Schisandrin B targets CDK4/6 to suppress proliferation and enhance radiosensitivity in nasopharyngeal carcinoma by inducing cell cycle arrest.

Abstract

Nasopharyngeal carcinoma (NPC) is notably prevalent in East and Southeast Asia, where despite advancements in radiotherapy leading to high control rates, challenges like radioresistance and collateral tissue damage remain significant. While Schisandrin B (SchB) has been demonstrated antitumor effects in various tumors, its efficacy in NPC remains unexplored. In this study, we explored the antitumor potential of Sch B on NPC, particularly its effects on cell proliferation and radiosensitivity.
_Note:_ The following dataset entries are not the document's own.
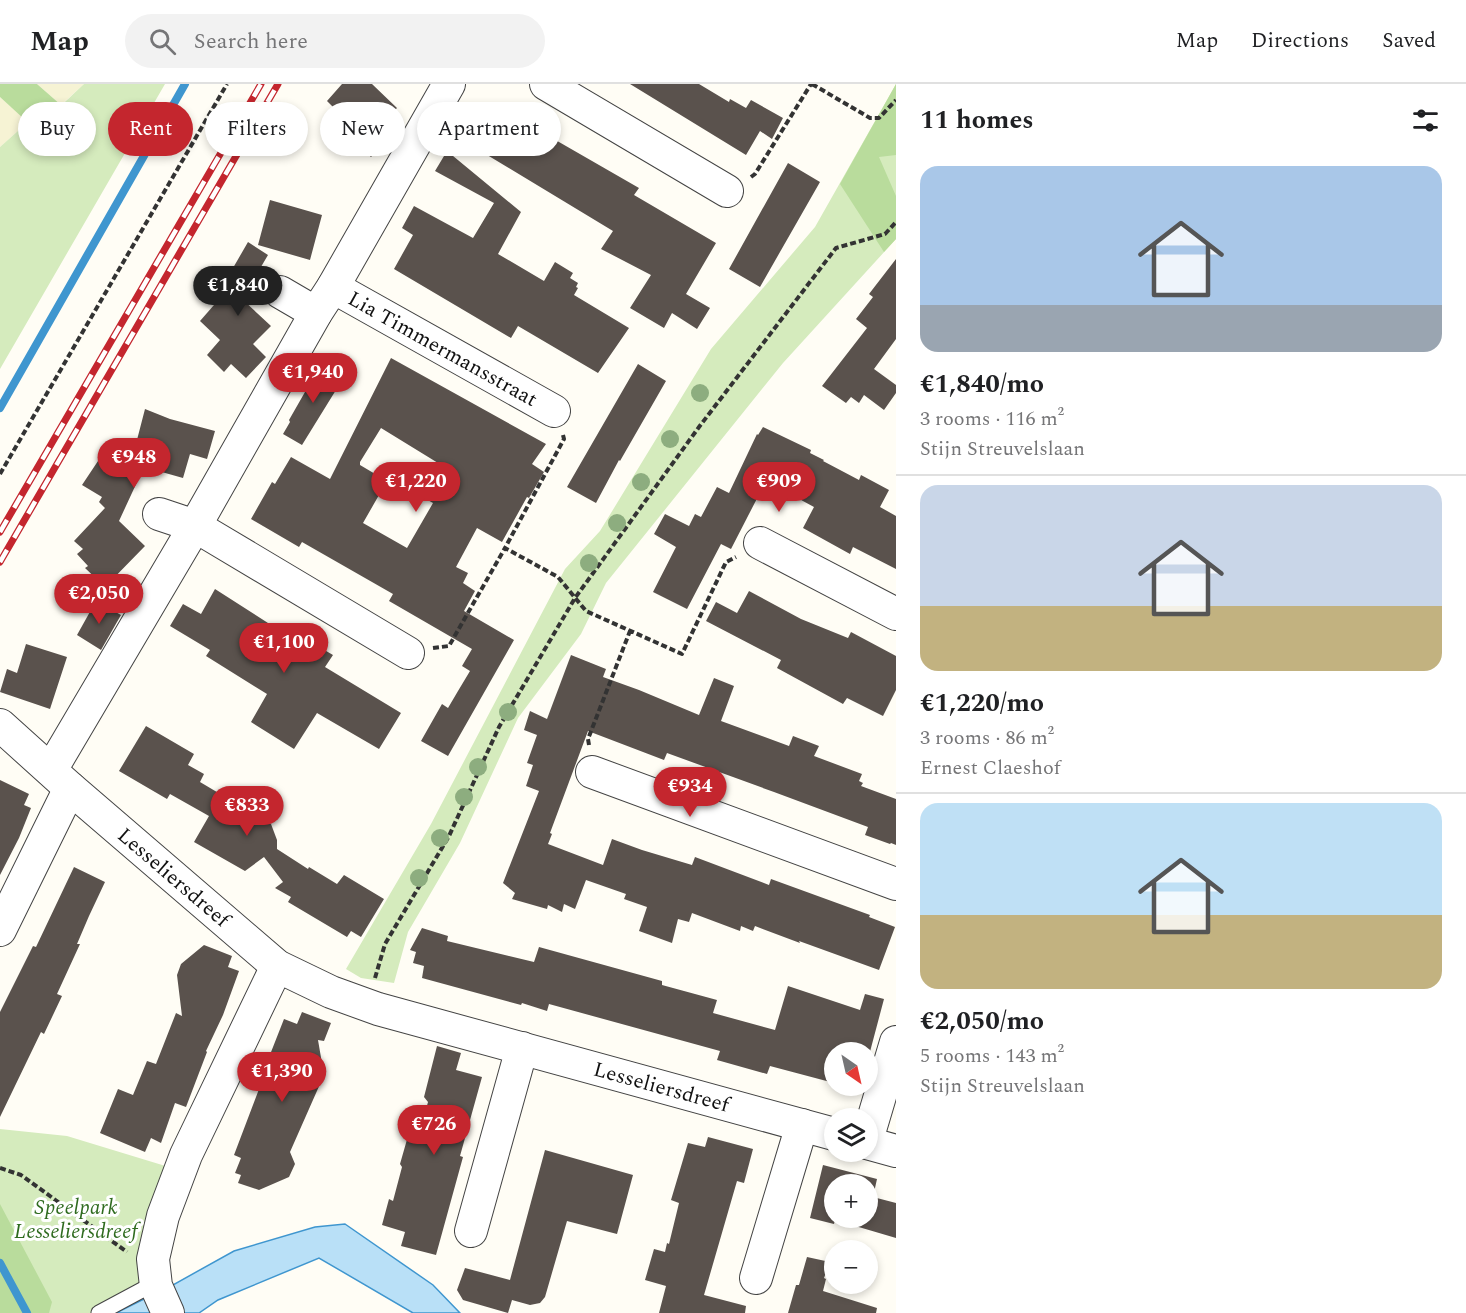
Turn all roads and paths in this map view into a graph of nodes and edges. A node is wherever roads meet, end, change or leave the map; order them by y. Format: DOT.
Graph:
graph roads {
  1 [pos="227,84"];
  2 [pos="546,84"];
  3 [pos="812,84"];
  4 [pos="441,86"];
  5 [pos="896,100"];
  6 [pos="727,191"];
  7 [pos="896,222"];
  8 [pos="280,292"];
  9 [pos="325,300"];
  10 [pos="554,411"];
  11 [pos="0,474"];
  12 [pos="159,514"];
  13 [pos="195,526"];
  14 [pos="760,543"];
  15 [pos="505,548"];
  16 [pos="575,598"];
  17 [pos="896,614"];
  18 [pos="630,631"];
  19 [pos="408,652"];
  20 [pos="0,725"];
  21 [pos="592,772"];
  22 [pos="60,779"];
  23 [pos="896,884"];
  24 [pos="0,930"];
  25 [pos="277,966"];
  26 [pos="366,1005"];
  27 [pos="896,1042"];
  28 [pos="522,1048"];
  29 [pos="877,1108"];
  30 [pos="802,1125"];
  31 [pos="824,1131"];
  32 [pos="878,1145"];
  33 [pos="896,1151"];
  34 [pos="0,1168"];
  35 [pos="471,1231"];
  36 [pos="155,1277"];
  37 [pos="756,1278"];
  38 [pos="99,1313"];
  39 [pos="168,1313"];
  1 -- 11 [label="path"];
  2 -- 6 [label="street"];
  3 -- 5 [label="path"];
  3 -- 6 [label="path"];
  4 -- 9 [label="street"];
  7 -- 16 [label="path"];
  8 -- 9 [label="street, Lia Timmermansstraat"];
  9 -- 10 [label="street, Lia Timmermansstraat"];
  9 -- 13 [label="street"];
  10 -- 15 [label="path"];
  12 -- 13 [label="street"];
  13 -- 19 [label="street"];
  13 -- 22 [label="street"];
  14 -- 17 [label="street"];
  14 -- 18 [label="path"];
  15 -- 16 [label="path"];
  15 -- 19 [label="path"];
  16 -- 18 [label="path"];
  16 -- 26 [label="path"];
  18 -- 21 [label="path"];
  20 -- 22 [label="street, Lesseliersdreef"];
  21 -- 23 [label="street"];
  22 -- 24 [label="street"];
  22 -- 25 [label="street, Lesseliersdreef"];
  25 -- 26 [label="street, Lesseliersdreef"];
  25 -- 36 [label="street"];
  26 -- 28 [label="street, Lesseliersdreef"];
  27 -- 29 [label="street"];
  28 -- 30 [label="street, Lesseliersdreef"];
  28 -- 35 [label="street"];
  30 -- 31 [label="street, Lesseliersdreef"];
  30 -- 37 [label="street"];
  32 -- 33 [label="street"];
  34 -- 36 [label="path"];
  36 -- 38 [label="lane"];
  36 -- 39 [label="street"];
}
Our research demonstrates that Sch B effectively inhibits the proliferation of NPC cell lines HONE-1 and CNE-1 by inducing cell cycle G1 phase arrest, specifically through the down-regulation of cyclin-dependent kinase 4/6, without impacting the normal nasopharyngeal epithelial cell line NP69. This selective inhibitory effect positions Sch B as a targeted therapeutic agent, sparing healthy tissue from adverse effects. Furthermore, we observed that Sch B enhances the efficacy of radiotherapy in NPC cells by obstructing DNA double-strand break repair mechanisms, suggesting that a combined treatment regimen of Sch B and radiation could offer a superior therapeutic strategy. These findings propose Sch B not only as a potent inhibitor of NPC cell proliferation but also as an enhancer of radiosensitivity, providing a promising avenue for improving NPC treatment outcomes.